FLAN DE ABUELA EN CIERNES
Por Dios que acabo de ser abuela.
Aunque no me lo crea el querubín está ahí, lloriqueando, porque quiere comer y
no ve la hora.
Sólo treinta años antes su padre
hacía lo propio. Y yo era una adolescente desconcertada que no sabía cómo
aplacar la enconada llantina.
Recuerdo a mi madre diciendo aquello de “hija cuando
te haces mayor tú casi ni lo notas. Son los demás quienes se van dando cuenta.
Tu siempre te ves bien”.
Algo de esa filosofía quedó para
mis adentros. Acabo de hacerme la pregunta del millón. ¿Cómo puedo sentirme tan
joven y ser abuela?. ¿En realidad soy joven?. Y sobre todo, ¿qué tiene que
hacer una abuela para serlo de verdad?.
Sobre el papel tengo poco en
común con las mujeres de las cuales fuí nieta. Hace unos meses corrí 10
kilómetros en 60 minutos, llevo una vida ajetreada como profesional y no habito
entre fogones. Tampoco es que deba sentirme culpable por eso, pero cuando me miro
en el espejo de aquellas mujeres regordetas y pobladas de surcos, las preguntas
surgen como dardos que una se tirase contra su propia diana. ¿Qué esperará mi
nieto de mí?. ¿Seré capaz de hacerlo bien?.

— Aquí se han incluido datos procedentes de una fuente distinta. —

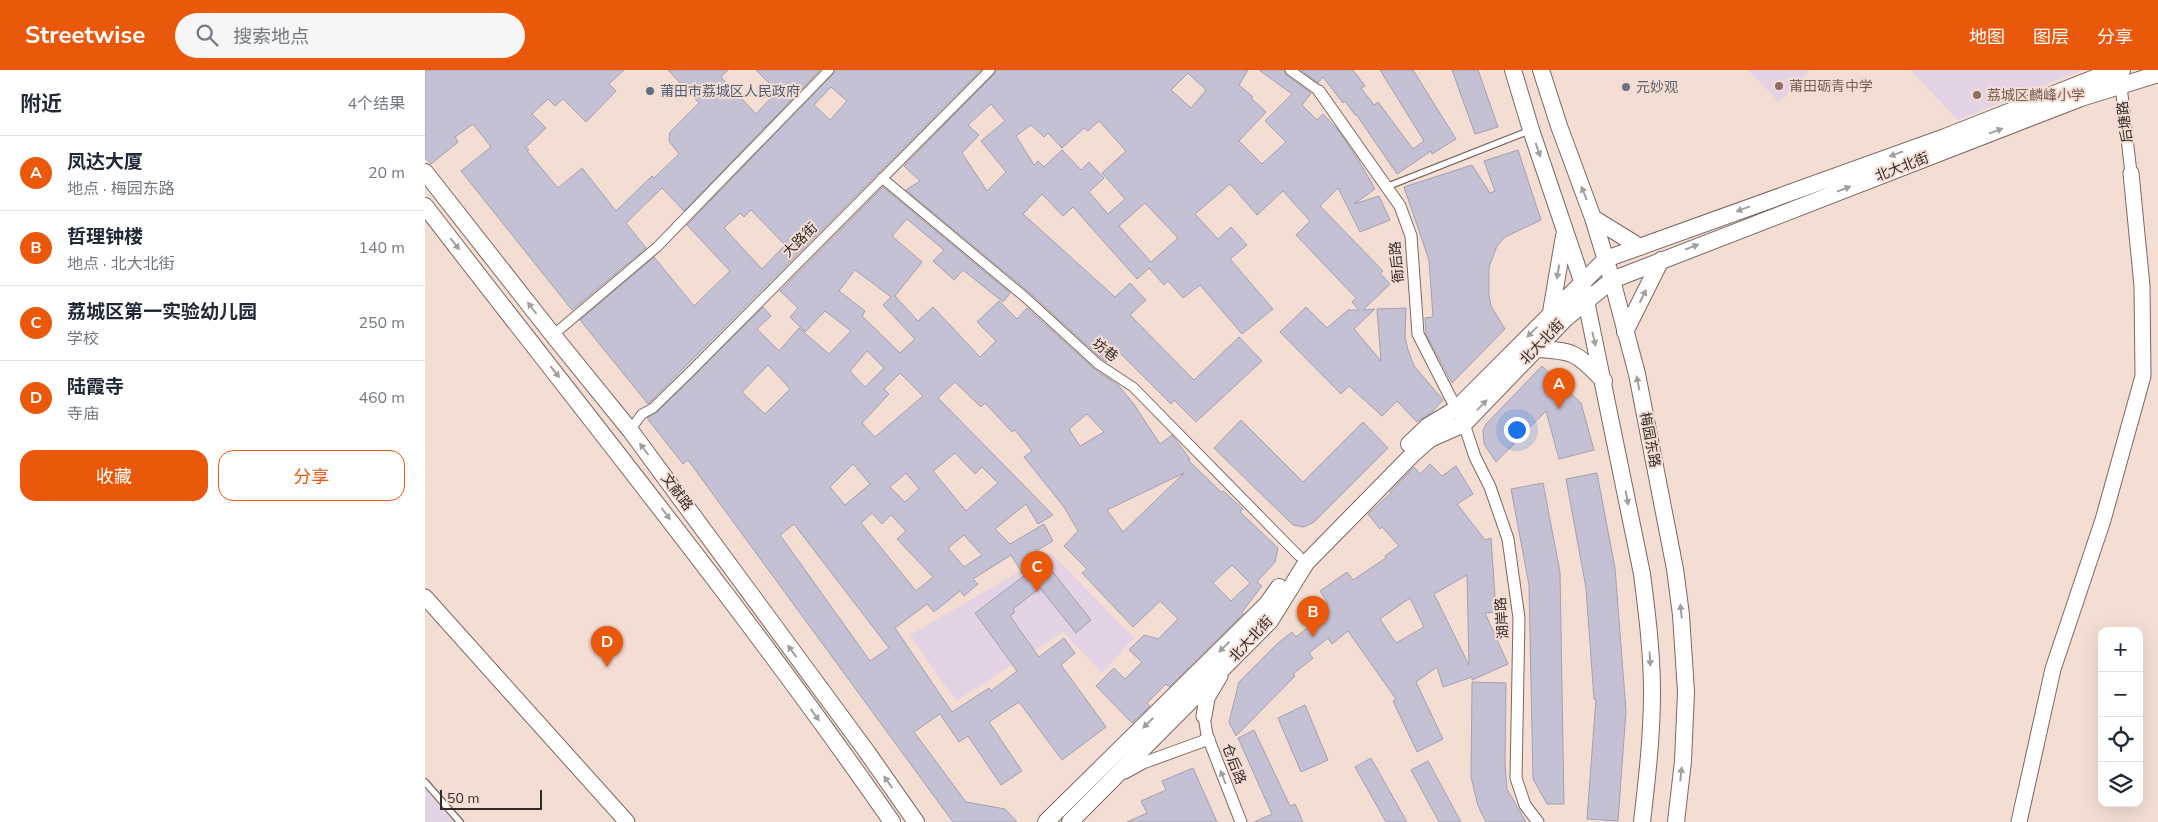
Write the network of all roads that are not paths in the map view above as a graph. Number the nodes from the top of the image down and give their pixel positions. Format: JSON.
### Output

Le hago unas cuantas gracias al
pequeñín y me dirijo a tomar café. En el trayecto suena el teléfono. Pido un
cortado antes de atenderlo. “¿Sì?”. “Felicidades abuelita”, se oye desde el
otro lado. Noto que guardo silencio. Un silencio de esos en que no hablas porque no sabes muy bien que decir.
-Parece que tengo un nieto- alego
finalmente con una sonrisa, que por distraída, provoca que el café se desborde,
y en su barrena, casi me roce la chaquetilla blanca.
Es mi amigo Rodri, un abuelo
cincuentón. Desde el oído apretado
contra el auricular puedo adivinar su sonrisa.
-Lo primero que deberías hacer es
enseñarle a jugar a la Wii. Hay que romper esquemas- afirma convencido.
Acabo de reírme. Con ganas. Y no
por la respuesta en sí sino porque, durante un instante digno del mismísimo
Groucho Marx, he vislumbrado el gesto perplejo y reprobador de mis abuelas.
De pronto me viene a la mente la
imagen temblorosa del cuerpecillo desperezándose. Los ojos abiertos y
escrutadores, sin perder detalle de ese mundo que le sale al paso, y se abre, ante
su presencia, con la misma ternura con que las flores se rinden a la luz.
Una sensación de alegría me embarga,
como si la brisa templada que alivia Sevilla a estas horas de canícula, soplase
para mis adentros.
Acabo de concluir que tal vez mi nieto no
espere nada. Al menos nada más allá de lo que yo le muestre.
Puede que la vida me brinde una
oportunidad para dejar atrás los estereotipos de las abuelas y parecerme a mí
misma.
Pues me gusta la idea. Ser abuela
a la manera de una.
Dejar que el corazón me guie, con
su sabio GPS, hacia la aventura más hermosa que jamás pude soñar.